Republican aides, including a spokesman for education committee chairman Senator Lamar Alexander, declined comment last week. Republicans likely would support the proposals in principle, but they could balk at the price tag, said Frederick Hess, director of education policy for the conservative American Enterprise Institute.

“There’s absolutely room to do deals on this,” he said. Hess noted that according to exit polls, support by Black voters for Trump increased slightly over 2016. “There’s a bunch of Republicans who want to run [for president] in 2024 — [Marco] Rubio, Josh Hawley, Mike Lee — who’d want to grow that coalition.”

But, he said, “the numbers Biden is floating are huge. There’s a whole lot of things the Biden campaign promised to do, whether it’s climate change, or K-12 education. I don’t know how he’s going to make all these numbers work.”

Still, Williams said funding to grow their institutions would help HBCUs compete for grants with larger institutions, just as institutions like Johns Hopkins have grown over time.

“Johns Hopkins wasn’t always Johns Hopkins,” he said.

Harris-Hooker argued the funding would help people find work — a priority of both parties during the recession. “Part of this is workforce development,” she said.

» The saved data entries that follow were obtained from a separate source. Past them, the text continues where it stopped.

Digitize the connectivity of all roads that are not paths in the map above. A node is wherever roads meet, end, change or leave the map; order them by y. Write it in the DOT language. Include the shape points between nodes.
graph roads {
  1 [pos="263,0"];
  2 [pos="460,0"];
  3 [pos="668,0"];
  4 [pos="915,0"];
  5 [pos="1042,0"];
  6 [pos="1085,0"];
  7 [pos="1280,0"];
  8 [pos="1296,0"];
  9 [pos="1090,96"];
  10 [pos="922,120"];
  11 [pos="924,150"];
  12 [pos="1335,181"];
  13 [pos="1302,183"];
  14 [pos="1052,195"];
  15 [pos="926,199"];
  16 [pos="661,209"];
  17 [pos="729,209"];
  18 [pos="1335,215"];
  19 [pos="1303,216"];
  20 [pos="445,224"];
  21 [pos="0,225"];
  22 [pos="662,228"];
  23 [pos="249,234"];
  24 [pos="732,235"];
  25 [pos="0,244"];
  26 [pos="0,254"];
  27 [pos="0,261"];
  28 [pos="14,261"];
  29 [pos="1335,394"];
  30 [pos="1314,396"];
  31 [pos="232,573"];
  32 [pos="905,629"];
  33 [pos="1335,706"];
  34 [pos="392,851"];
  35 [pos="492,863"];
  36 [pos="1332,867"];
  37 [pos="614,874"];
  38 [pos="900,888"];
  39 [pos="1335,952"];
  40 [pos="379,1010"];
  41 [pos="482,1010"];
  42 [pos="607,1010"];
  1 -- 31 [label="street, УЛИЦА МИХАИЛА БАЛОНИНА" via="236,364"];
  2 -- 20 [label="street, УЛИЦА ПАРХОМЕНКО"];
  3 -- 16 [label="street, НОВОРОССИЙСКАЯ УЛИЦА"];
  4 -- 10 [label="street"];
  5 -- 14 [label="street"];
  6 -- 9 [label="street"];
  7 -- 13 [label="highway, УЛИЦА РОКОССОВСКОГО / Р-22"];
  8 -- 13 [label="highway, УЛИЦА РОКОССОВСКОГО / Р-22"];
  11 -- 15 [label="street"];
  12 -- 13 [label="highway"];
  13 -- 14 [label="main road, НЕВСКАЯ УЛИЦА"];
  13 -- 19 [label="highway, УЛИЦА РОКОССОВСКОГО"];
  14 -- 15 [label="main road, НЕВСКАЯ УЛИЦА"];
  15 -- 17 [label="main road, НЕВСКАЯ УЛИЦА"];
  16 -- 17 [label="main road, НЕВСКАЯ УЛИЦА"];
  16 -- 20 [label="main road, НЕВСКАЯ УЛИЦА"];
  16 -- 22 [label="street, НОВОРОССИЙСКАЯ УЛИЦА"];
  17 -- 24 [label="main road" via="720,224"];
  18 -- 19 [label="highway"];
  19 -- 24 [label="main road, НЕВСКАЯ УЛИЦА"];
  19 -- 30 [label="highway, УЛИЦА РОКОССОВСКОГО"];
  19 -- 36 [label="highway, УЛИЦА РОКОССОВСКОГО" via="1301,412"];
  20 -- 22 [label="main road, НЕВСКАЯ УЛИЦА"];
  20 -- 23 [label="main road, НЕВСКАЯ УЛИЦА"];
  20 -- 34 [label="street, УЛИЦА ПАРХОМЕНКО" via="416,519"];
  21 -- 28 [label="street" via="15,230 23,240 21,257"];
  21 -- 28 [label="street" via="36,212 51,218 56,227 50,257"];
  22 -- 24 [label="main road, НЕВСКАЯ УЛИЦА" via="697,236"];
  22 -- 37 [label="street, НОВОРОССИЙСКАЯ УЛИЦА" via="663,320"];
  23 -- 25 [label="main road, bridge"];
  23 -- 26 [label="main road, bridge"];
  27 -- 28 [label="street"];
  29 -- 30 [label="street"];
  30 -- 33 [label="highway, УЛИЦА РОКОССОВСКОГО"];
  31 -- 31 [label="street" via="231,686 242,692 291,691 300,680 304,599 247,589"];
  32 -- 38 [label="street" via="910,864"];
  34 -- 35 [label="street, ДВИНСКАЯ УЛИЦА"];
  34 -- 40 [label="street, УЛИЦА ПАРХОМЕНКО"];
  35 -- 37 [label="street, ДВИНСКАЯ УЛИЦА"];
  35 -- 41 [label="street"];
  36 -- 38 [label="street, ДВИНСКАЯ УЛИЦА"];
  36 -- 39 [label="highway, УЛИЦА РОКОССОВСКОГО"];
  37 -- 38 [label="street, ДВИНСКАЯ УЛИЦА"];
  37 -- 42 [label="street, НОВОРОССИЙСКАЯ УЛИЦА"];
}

While the prospects for massive funding are unsure, Biden could take some actions without congressional approval. Another component of this plan would require agencies to examine whether they discriminate against HBCUs and other minority-serving institutions and, if so, show improvement each year.

The issue is important to the institutions that rely on tuition without research funding or as much in endowments as other colleges, Sheppard said. Additional research dollars “would let our institutions be more resilient to downturns on the economy, whether it be the pandemic or other events. It would give us the ability to supplement the revenue institutions get from tuition,” he said.

“The goal at the end of the day is to level the playing field so that our students have the same opportunities as students who attend predominantly white institutions,” Sheppard said.

“When our students go to the lab,” Williams said, “I want them to have the same equipment as at the research universities.”